February 10, 2013

Klondike And The Red Wolves

Cornell University in Ithaca, NY recently made a happy announcement — the birth of a puppy from a frozen embryo. Named Klondike, the beagle-labrador mix is the first in the western hemisphere to be born from such an embryo, offering hope to other endangered canines, such as the Red Wolf.

Neither beagles nor labradors are endangered, of course, but scientists say the methods used to bring Klondike into this world can be used to preserve other at-risk animals.

Klondike was actually born nine months ago, though Cornell is only today announcing his birth. One can only assume the university wanted to watch Klondike for several months in order to ensure that he grew up normally, fully developed without any abnormalities. According to Jennifer Viegas, writing for, Klondike is all puppy; “Extremely playful, energetic and curious.”
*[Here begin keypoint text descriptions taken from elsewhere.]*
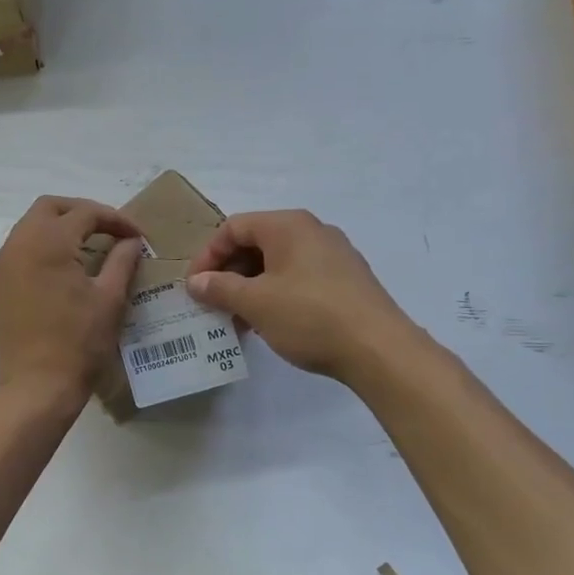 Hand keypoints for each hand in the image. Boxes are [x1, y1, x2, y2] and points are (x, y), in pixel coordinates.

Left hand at [0, 196, 142, 407]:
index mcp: (48, 242)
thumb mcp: (110, 298)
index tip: (136, 236)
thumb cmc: (79, 342)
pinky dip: (42, 249)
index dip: (115, 219)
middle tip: (108, 231)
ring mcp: (3, 266)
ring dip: (59, 229)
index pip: (85, 213)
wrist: (37, 386)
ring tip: (88, 248)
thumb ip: (122, 261)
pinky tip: (62, 271)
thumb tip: (131, 242)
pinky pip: (19, 252)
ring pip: (30, 227)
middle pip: (49, 208)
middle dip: (81, 212)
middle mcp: (19, 244)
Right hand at [186, 210, 418, 381]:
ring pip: (278, 263)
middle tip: (213, 304)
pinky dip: (276, 294)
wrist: (378, 348)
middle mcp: (312, 231)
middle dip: (229, 273)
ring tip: (238, 320)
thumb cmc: (309, 316)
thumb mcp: (256, 303)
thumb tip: (196, 282)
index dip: (207, 255)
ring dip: (251, 288)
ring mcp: (334, 255)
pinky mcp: (347, 280)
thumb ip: (220, 288)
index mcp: (288, 225)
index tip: (195, 287)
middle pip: (256, 243)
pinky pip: (299, 278)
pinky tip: (270, 324)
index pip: (233, 227) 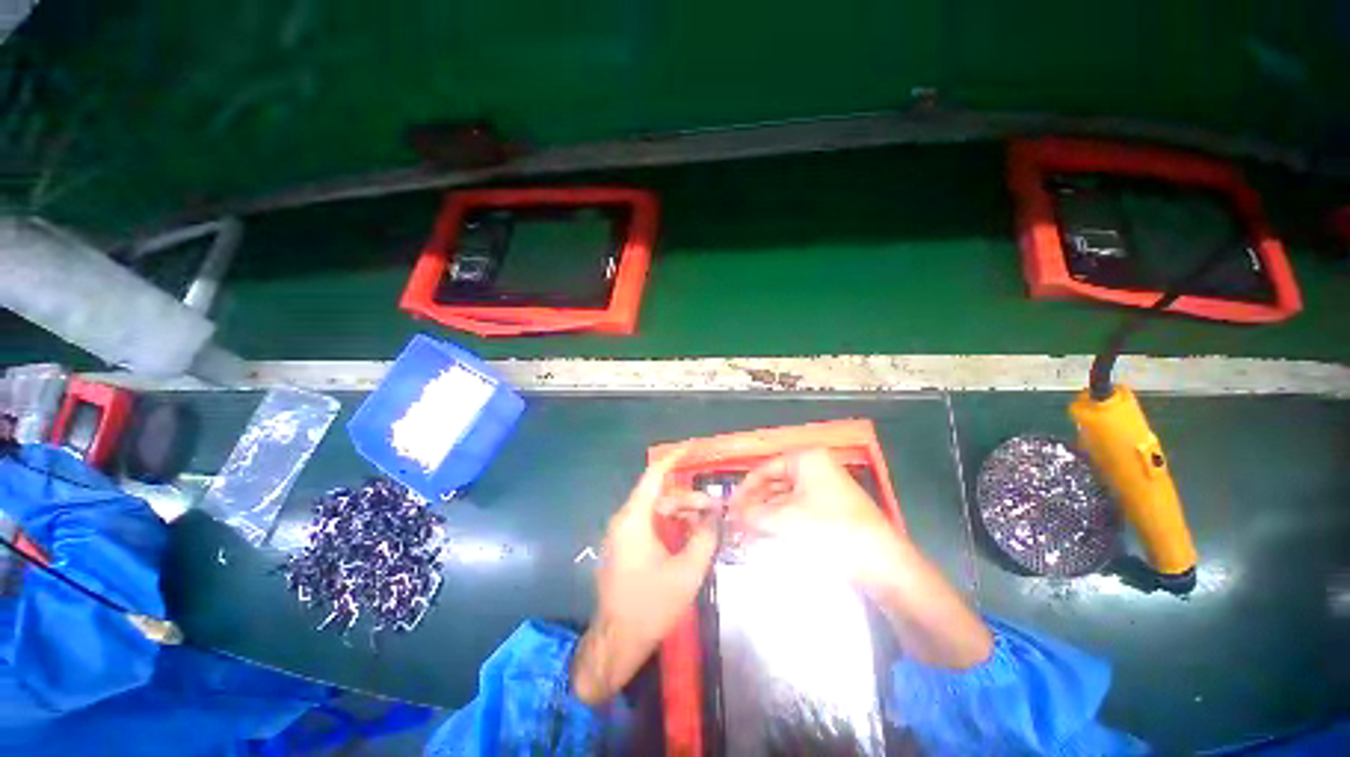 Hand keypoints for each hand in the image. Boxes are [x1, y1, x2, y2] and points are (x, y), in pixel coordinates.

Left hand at [570, 452, 719, 704]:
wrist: (617, 642)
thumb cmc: (651, 606)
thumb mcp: (687, 571)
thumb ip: (705, 537)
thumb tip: (715, 515)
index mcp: (635, 519)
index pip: (654, 476)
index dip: (674, 459)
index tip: (692, 447)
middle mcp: (625, 520)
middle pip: (660, 496)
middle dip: (689, 499)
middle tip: (715, 510)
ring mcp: (622, 534)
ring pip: (657, 512)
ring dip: (682, 514)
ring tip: (707, 526)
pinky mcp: (624, 546)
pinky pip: (650, 525)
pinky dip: (670, 526)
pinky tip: (689, 537)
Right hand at [728, 449, 992, 668]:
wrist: (883, 564)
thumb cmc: (829, 531)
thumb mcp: (783, 520)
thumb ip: (752, 514)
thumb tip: (732, 514)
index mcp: (806, 459)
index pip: (764, 468)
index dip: (744, 489)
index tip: (729, 508)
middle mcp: (816, 468)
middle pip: (775, 482)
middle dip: (755, 503)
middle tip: (736, 523)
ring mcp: (827, 489)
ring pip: (786, 498)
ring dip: (767, 514)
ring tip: (748, 533)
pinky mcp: (834, 510)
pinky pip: (800, 510)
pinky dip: (783, 521)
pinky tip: (769, 537) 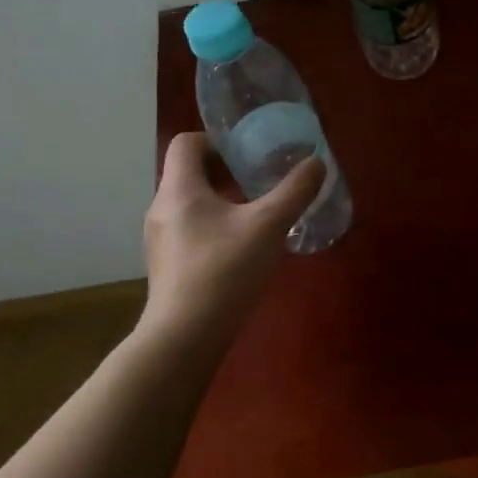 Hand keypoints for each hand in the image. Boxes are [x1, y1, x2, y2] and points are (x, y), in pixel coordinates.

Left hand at [139, 132, 324, 347]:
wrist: (186, 337)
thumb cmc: (225, 270)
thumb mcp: (269, 225)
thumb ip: (295, 191)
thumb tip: (316, 163)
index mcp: (180, 189)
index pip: (186, 143)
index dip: (217, 140)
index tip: (249, 152)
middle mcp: (162, 208)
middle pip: (189, 172)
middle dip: (227, 170)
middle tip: (261, 179)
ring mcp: (160, 239)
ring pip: (191, 203)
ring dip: (222, 199)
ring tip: (257, 213)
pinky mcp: (167, 265)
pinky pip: (190, 229)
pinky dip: (215, 225)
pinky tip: (243, 247) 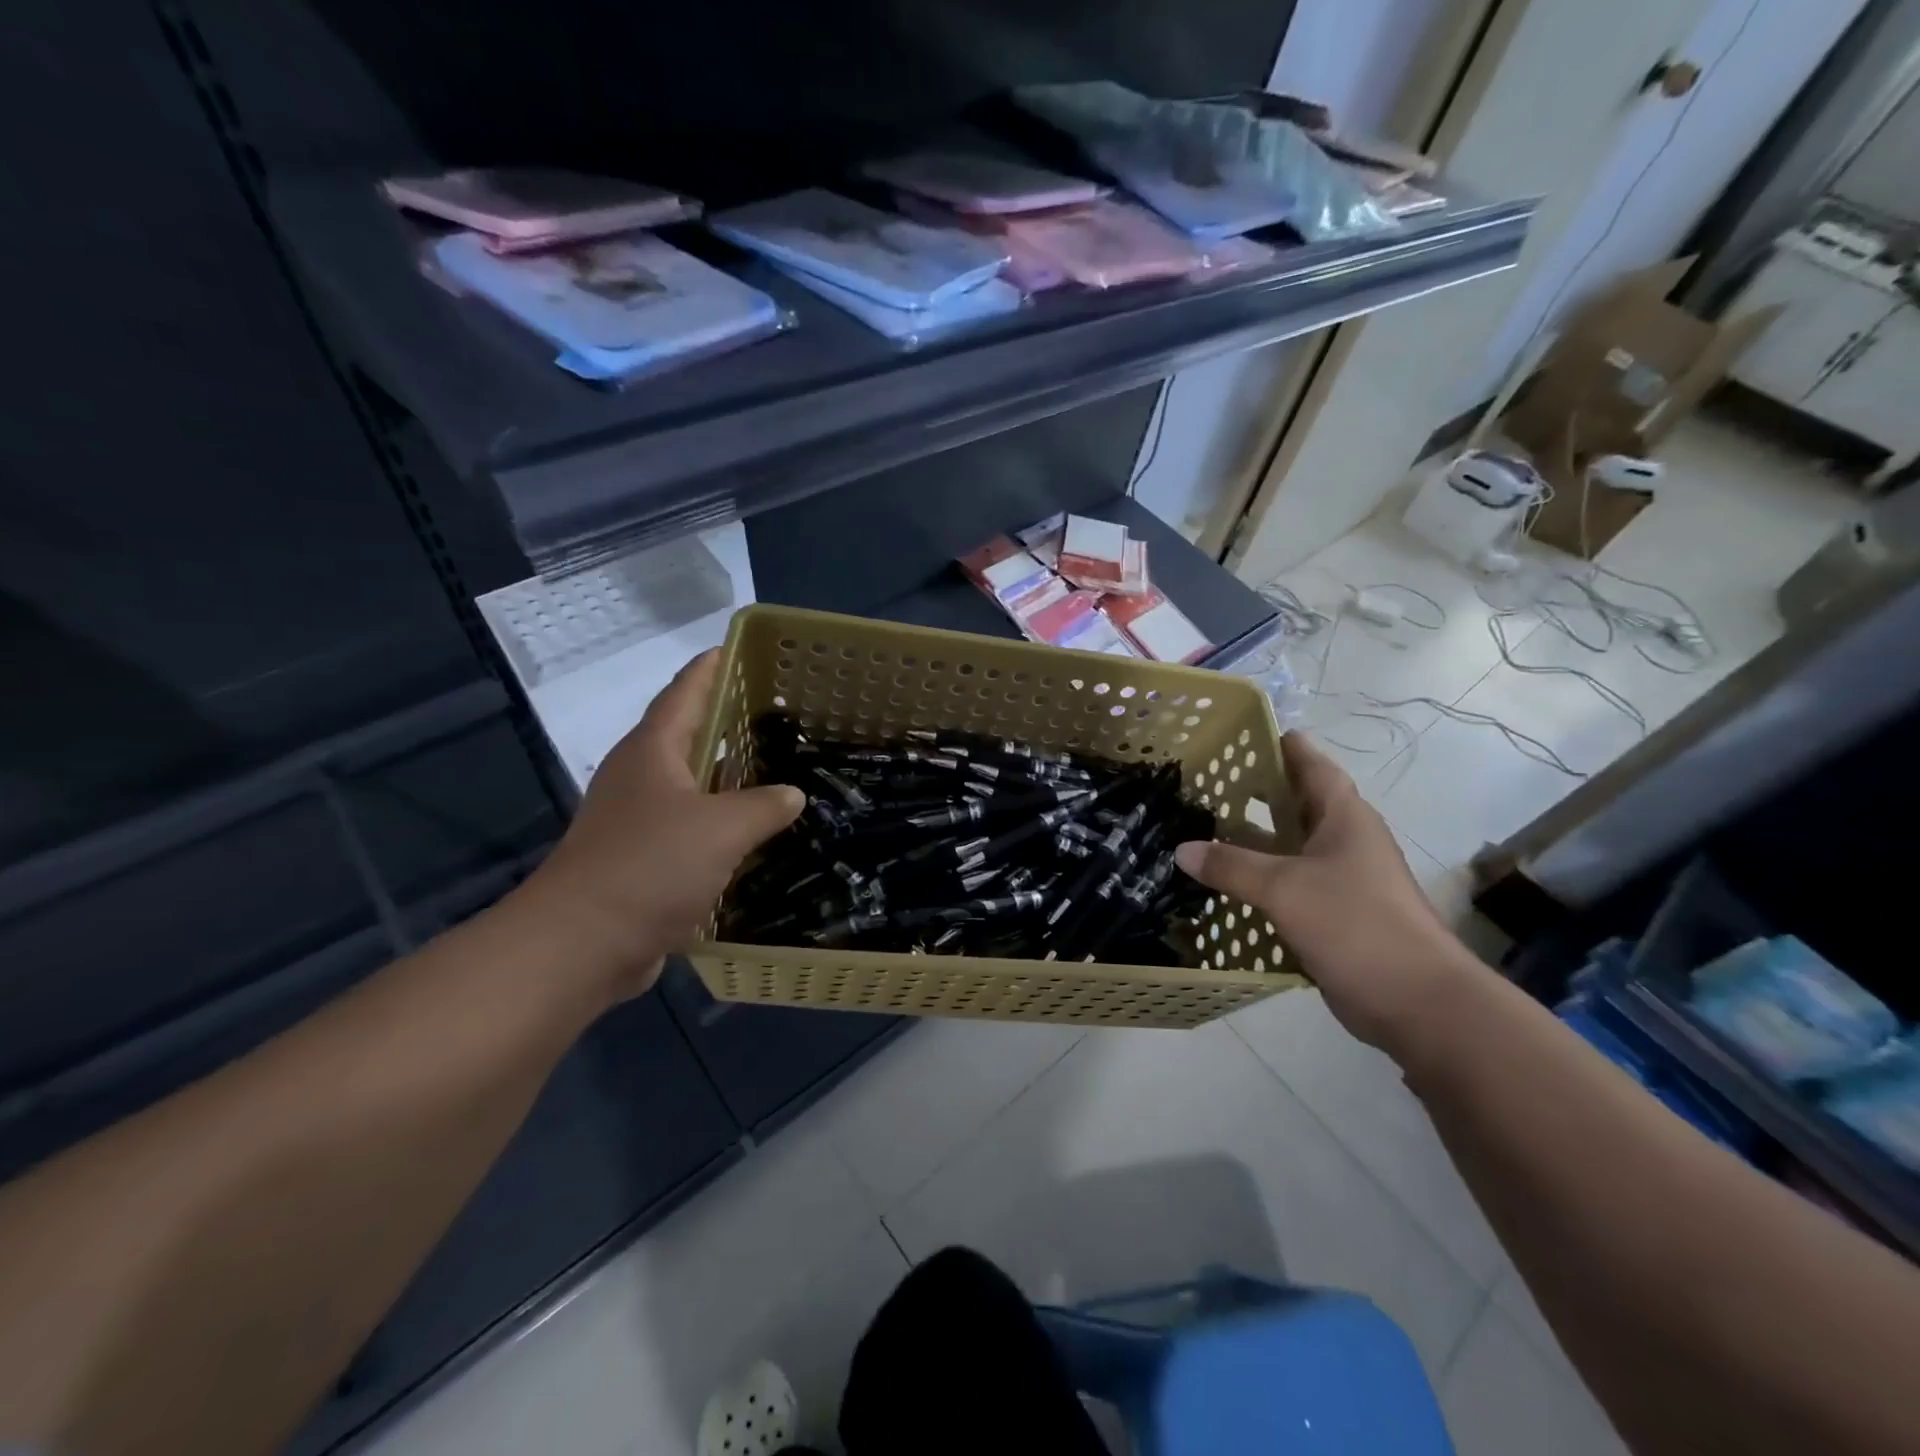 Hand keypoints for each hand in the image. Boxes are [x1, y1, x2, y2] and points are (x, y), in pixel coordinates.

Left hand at [512, 650, 804, 1000]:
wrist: (581, 944)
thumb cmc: (650, 867)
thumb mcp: (722, 829)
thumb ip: (763, 806)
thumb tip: (792, 795)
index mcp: (653, 751)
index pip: (684, 692)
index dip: (711, 668)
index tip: (737, 648)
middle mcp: (641, 777)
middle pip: (687, 735)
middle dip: (726, 720)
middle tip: (775, 711)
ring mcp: (637, 819)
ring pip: (690, 784)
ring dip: (726, 776)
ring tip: (773, 767)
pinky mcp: (640, 858)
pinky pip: (690, 825)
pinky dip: (720, 821)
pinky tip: (752, 832)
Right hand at [1173, 733, 1475, 1049]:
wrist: (1418, 1003)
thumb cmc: (1356, 926)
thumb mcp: (1284, 889)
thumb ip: (1231, 866)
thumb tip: (1183, 849)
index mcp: (1343, 816)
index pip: (1310, 763)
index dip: (1277, 744)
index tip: (1238, 733)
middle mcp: (1344, 839)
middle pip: (1295, 803)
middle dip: (1252, 792)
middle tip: (1202, 782)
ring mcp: (1341, 878)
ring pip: (1288, 846)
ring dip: (1251, 840)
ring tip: (1201, 829)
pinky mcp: (1334, 913)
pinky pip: (1288, 884)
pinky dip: (1258, 879)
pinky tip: (1223, 884) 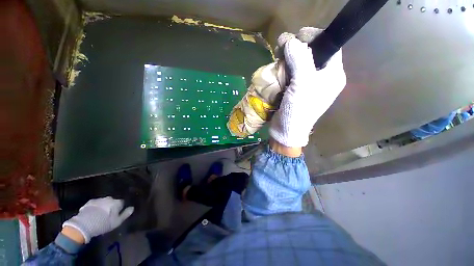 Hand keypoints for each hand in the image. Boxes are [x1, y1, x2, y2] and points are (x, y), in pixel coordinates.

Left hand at [63, 197, 133, 242]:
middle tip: (108, 215)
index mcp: (117, 202)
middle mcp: (109, 198)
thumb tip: (132, 208)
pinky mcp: (89, 202)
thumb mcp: (117, 222)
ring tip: (99, 215)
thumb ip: (125, 214)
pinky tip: (93, 214)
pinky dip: (95, 207)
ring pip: (103, 202)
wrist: (84, 224)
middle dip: (111, 206)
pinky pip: (95, 204)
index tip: (117, 214)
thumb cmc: (103, 224)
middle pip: (112, 201)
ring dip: (103, 206)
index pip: (122, 203)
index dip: (119, 209)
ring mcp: (98, 199)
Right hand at [269, 38, 345, 147]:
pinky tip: (277, 67)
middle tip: (283, 46)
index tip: (298, 35)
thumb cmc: (299, 110)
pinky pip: (292, 73)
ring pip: (301, 63)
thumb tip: (292, 40)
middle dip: (298, 47)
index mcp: (332, 75)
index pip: (330, 46)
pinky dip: (285, 68)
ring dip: (289, 57)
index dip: (315, 37)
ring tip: (278, 54)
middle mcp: (323, 78)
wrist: (287, 131)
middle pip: (314, 54)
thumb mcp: (303, 84)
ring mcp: (308, 84)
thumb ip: (300, 60)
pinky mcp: (296, 90) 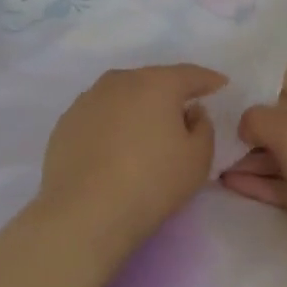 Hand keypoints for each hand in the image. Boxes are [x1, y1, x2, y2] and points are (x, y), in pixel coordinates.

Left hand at [33, 65, 227, 255]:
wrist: (84, 212)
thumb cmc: (151, 182)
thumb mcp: (197, 159)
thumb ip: (203, 127)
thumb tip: (190, 112)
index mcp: (156, 83)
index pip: (189, 74)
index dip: (207, 80)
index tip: (220, 84)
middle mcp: (119, 81)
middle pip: (152, 80)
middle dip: (170, 92)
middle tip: (183, 110)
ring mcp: (87, 100)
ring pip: (122, 95)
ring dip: (138, 106)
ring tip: (147, 129)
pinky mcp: (66, 122)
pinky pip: (99, 115)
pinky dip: (112, 123)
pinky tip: (115, 146) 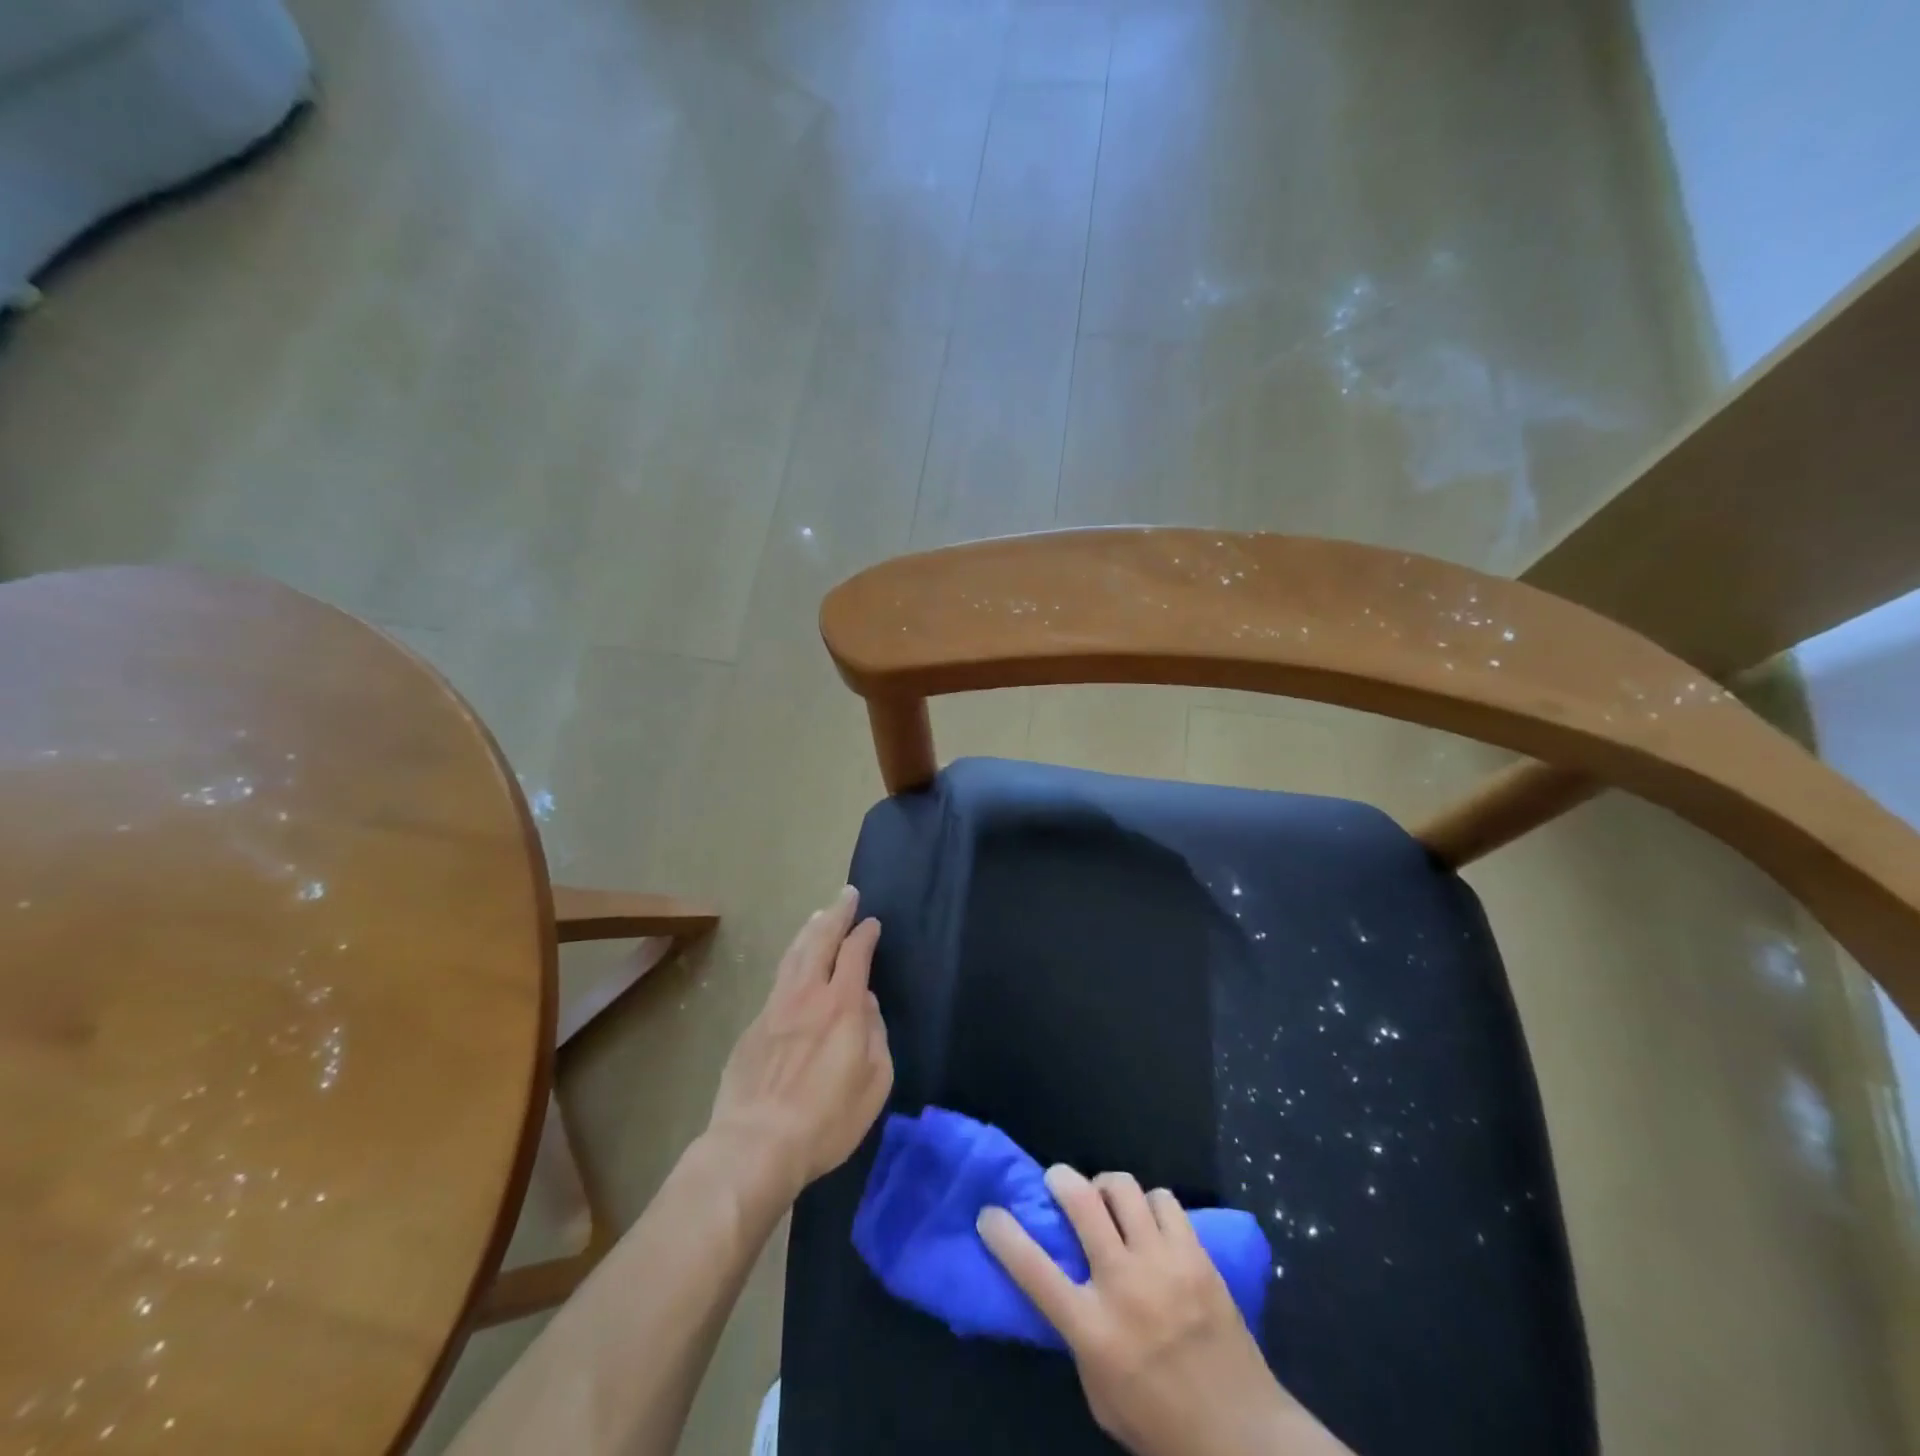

The new frozen embryo technique was conducted by researchers at Cornell’s Baker Institute for Animal Health and at the Smithsonian Conservation Biology Institute. These teams used a process called “Cryopreservation,” a method in which materials, such as fertilized eggs, are frozen and thereby preserved. With this genetic material intact, scientists of the future may be able to protect endangered species by repopulating them and introducing them back into the wild.

As dogs are only able to give birth once or twice a year, Alex Baker, Director of Cornell’s campus-wide Center for Wildlife Conservation has said it is important to be able to freeze these embryos for later use.

“Reproduction in dogs is remarkably different than in other mammals,” said Travis in a statement.

“We’re working to understand these differences so we can tackle issues ranging from developing contraceptives to preserving the genetic diversity of endangered animals through assisted reproduction.”

Klondike began as a frozen embryo collected from his beagle mother, who was artificially inseminated. The resulting embryos from this fertilization were collected and frozen in accordance to cryopreservation techniques. Once another beagle, his surrogate mother, was ready to receive the embryos, the Cornell researchers implanted Klondike’s embryo and let nature take its course.

Today, the result is a 9-month old, healthy beagle-labrador mix.

The Red Wolf in particular has been targeted to receive the benefit of this new reproductive technique.

According to the U.S. Fish and Wildlife Service (USFWS), the Red Wolf (or Canis rufus) is one of the world’s most endangered canids.

Though these wolves once roamed freely though out the south central United States, hunters and land development have taken away the wolves’ home. The Red Wolf was labeled as endangered in 1967, prompting the USFWS to begin working to conserve the species. According to current estimates, there are more than 100 Red Wolves roaming freely in North Carolina, as well as 200 other Red Wolves in captive breeding centers across America.

The USFWS tracks these Red Wolves via radio transmitters. The wolves are captured and then given a collar with these transmitters, then released back into the wild. Thanks to these tools, biologists are able to track the behaviors and movements of these Red Wolves and, hopefully, find new and better ways to preserve them.